Jurassic World leans into the pulpier underpinnings of the concept and is all the better for it. More than any other film in the series, it feels like a Saturday matinee jungle adventure, and if in doing so it loses some of the polish and artistry of the first film, it gains a lot of momentum. The Indominus is kind of a goofy lead monster, seemingly picking up whatever traits it needs to make any given set piece work (it can not only camouflage itself like a cuttlefish, it can mask its heat signature), but here’s the thing: the set pieces work. There’s an energy and verve to the proceedings, and Trevorrow has real chops when it comes to ratcheting up the suspense.

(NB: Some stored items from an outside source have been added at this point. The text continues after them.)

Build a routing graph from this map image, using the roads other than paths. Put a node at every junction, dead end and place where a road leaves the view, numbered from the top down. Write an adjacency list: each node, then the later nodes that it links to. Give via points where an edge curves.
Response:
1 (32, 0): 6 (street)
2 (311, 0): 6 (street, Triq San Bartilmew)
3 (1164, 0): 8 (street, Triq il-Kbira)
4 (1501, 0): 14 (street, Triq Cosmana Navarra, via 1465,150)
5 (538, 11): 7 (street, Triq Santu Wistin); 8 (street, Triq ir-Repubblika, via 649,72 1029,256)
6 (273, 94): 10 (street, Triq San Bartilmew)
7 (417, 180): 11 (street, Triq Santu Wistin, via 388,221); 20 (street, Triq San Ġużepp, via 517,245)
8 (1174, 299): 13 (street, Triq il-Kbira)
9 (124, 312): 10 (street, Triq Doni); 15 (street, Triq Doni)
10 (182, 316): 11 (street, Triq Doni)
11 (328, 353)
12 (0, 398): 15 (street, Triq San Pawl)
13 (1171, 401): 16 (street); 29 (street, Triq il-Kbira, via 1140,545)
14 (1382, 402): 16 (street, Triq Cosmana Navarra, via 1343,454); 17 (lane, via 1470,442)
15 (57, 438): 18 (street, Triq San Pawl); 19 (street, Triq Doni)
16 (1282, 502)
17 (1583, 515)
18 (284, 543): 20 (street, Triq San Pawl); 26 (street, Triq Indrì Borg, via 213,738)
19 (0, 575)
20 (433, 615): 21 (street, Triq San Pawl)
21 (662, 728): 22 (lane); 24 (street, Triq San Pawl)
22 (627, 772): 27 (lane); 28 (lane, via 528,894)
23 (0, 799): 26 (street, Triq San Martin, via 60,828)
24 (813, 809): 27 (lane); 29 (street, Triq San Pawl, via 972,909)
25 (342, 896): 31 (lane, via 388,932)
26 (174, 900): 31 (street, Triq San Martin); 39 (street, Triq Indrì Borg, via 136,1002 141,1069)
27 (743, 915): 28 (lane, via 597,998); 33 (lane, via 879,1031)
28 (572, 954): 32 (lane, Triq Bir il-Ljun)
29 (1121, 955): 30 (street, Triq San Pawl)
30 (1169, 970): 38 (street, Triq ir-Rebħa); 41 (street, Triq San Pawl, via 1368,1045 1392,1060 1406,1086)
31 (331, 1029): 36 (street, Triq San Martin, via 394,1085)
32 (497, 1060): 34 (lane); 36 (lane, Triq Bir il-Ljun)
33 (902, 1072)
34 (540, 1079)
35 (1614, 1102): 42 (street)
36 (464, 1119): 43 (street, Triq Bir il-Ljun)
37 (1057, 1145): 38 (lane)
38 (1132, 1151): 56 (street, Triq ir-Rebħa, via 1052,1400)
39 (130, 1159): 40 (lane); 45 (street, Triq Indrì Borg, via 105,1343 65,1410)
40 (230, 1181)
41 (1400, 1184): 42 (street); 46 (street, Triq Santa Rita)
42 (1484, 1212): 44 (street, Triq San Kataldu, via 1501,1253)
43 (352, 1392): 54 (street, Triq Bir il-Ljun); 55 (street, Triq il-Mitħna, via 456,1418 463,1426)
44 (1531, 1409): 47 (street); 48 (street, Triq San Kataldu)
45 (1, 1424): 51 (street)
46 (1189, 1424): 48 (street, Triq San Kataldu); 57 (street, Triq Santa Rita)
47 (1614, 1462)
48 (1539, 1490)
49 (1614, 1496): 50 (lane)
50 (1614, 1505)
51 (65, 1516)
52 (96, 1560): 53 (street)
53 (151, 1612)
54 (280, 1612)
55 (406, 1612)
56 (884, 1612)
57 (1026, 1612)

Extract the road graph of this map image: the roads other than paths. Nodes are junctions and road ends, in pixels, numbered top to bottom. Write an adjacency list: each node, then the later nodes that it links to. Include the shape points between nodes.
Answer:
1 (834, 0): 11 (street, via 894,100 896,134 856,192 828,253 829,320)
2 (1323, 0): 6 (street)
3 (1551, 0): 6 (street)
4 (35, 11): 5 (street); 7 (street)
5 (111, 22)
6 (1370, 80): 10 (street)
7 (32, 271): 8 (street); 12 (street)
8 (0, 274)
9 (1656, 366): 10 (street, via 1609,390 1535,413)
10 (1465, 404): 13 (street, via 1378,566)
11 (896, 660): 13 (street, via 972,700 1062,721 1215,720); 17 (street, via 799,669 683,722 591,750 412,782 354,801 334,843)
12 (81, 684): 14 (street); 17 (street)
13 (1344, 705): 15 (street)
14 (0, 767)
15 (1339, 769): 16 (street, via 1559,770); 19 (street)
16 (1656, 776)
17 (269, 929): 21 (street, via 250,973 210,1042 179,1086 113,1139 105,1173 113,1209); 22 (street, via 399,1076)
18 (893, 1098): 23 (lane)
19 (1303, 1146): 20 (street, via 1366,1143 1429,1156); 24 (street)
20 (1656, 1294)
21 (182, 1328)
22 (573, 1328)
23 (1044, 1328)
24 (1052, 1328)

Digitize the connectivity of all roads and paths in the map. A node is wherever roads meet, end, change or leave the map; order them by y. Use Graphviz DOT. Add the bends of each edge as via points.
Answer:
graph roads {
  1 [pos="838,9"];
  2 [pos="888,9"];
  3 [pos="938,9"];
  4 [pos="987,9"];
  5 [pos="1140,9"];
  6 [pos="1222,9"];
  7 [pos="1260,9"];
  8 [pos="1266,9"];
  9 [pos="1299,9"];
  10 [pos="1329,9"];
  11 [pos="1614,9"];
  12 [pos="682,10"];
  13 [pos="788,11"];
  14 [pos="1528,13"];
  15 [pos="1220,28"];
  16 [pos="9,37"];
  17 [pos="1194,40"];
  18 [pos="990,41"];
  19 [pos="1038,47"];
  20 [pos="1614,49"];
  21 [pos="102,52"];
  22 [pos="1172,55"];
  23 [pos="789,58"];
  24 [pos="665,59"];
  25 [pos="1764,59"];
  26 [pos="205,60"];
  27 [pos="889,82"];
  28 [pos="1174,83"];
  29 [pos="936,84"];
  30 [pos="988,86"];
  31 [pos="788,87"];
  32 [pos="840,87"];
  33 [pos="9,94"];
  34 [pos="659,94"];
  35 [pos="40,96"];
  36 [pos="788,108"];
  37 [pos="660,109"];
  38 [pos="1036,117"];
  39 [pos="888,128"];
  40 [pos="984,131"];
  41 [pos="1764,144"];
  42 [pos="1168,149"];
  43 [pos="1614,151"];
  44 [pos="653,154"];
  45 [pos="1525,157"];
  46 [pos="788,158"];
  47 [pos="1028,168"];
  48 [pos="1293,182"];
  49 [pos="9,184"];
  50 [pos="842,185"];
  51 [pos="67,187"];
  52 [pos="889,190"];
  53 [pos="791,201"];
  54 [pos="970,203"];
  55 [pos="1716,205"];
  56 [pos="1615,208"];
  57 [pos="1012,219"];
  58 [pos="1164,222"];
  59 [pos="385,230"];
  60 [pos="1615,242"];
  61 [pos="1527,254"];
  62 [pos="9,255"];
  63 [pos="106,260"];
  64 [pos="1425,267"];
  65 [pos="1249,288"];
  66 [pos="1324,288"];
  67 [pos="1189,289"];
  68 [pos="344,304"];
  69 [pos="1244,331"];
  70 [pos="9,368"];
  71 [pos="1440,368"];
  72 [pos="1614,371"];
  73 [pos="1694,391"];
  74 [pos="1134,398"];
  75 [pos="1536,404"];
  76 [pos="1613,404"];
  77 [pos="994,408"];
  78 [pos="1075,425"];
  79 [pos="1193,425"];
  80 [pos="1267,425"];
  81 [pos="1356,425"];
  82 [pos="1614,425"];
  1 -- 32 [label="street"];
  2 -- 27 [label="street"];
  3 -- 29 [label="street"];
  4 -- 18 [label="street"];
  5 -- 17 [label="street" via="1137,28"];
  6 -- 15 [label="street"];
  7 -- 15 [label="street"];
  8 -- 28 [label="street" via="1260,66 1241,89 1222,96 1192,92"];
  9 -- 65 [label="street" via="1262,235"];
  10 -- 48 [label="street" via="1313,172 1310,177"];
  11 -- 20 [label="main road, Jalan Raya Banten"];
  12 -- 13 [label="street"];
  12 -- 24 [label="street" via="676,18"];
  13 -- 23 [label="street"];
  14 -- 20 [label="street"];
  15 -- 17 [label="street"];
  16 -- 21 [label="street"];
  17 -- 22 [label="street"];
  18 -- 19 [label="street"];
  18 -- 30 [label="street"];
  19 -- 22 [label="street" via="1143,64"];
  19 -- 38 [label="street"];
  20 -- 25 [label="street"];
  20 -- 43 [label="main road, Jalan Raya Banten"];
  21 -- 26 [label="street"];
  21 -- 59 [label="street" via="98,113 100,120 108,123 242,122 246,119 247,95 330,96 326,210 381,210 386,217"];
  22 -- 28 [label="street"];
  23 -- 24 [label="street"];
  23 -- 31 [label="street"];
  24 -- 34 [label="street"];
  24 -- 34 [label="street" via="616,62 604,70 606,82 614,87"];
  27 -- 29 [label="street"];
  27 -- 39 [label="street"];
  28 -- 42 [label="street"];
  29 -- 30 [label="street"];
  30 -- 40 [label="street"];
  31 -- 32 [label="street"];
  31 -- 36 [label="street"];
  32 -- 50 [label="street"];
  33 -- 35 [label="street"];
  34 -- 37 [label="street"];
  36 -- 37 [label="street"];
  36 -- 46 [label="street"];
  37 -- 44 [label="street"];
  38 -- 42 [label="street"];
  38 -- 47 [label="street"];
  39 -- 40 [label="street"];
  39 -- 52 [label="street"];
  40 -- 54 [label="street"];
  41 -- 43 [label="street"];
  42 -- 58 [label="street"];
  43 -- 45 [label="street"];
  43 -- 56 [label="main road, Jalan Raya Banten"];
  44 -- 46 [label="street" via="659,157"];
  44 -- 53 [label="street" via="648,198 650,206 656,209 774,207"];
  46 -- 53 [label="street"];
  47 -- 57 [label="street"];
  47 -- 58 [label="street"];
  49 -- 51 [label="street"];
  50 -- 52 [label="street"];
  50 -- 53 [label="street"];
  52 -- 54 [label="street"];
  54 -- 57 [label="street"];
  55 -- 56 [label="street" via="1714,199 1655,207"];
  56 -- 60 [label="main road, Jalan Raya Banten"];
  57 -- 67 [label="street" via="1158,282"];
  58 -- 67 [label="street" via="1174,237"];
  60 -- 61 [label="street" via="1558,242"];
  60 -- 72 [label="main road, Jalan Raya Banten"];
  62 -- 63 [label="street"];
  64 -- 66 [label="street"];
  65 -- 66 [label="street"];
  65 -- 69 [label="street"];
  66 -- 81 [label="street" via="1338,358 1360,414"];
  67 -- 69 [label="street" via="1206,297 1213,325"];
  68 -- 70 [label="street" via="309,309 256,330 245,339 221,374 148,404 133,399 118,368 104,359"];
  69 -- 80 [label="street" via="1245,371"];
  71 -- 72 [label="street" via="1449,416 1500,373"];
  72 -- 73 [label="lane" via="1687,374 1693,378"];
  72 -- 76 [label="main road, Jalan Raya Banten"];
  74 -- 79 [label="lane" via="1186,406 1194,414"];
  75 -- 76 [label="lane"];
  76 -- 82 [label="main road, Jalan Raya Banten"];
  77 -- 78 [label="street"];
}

He also has a gleeful Halloween-spree approach to the horror elements of the story – and it’s easy to forget, isn’t it? that the Jurassic Park series, for all its childlike wonder and spectacle, is built around the threat of giant lizards eating people. Jurassic World has the biggest body count so far, largely by dint of having a large civilian population on hand for the creatures to feed on.

What doesn’t work? Well, any attempt to make the characters seem more than proxies through which to experience the spectacle, for one thing. There’s a bit of business about Zach and Gray’s parents getting divorced that lands with a leaden thud. Any business about the morality of playing god in the lab or using the dinosaurs as entertainment or weapons is also way too muddled to work – all our protagonists are straight up participating in the animals’ exploitation from the get-go, so when Pratt slugs Vincent D‘Onofrio, who shows up as a shady suit who sees (pretty damn obvious) military applications for domesticated raptors, it’s more than a little disingenuous.

In the end, Jurassic World is a big budge B movie, and a pretty decent one. It’s not a game changer like the original, but it was never going to be. It is, however, a pretty neat dinosaur adventure with plenty of thrills and kills, and that’s a decent night’s entertainment.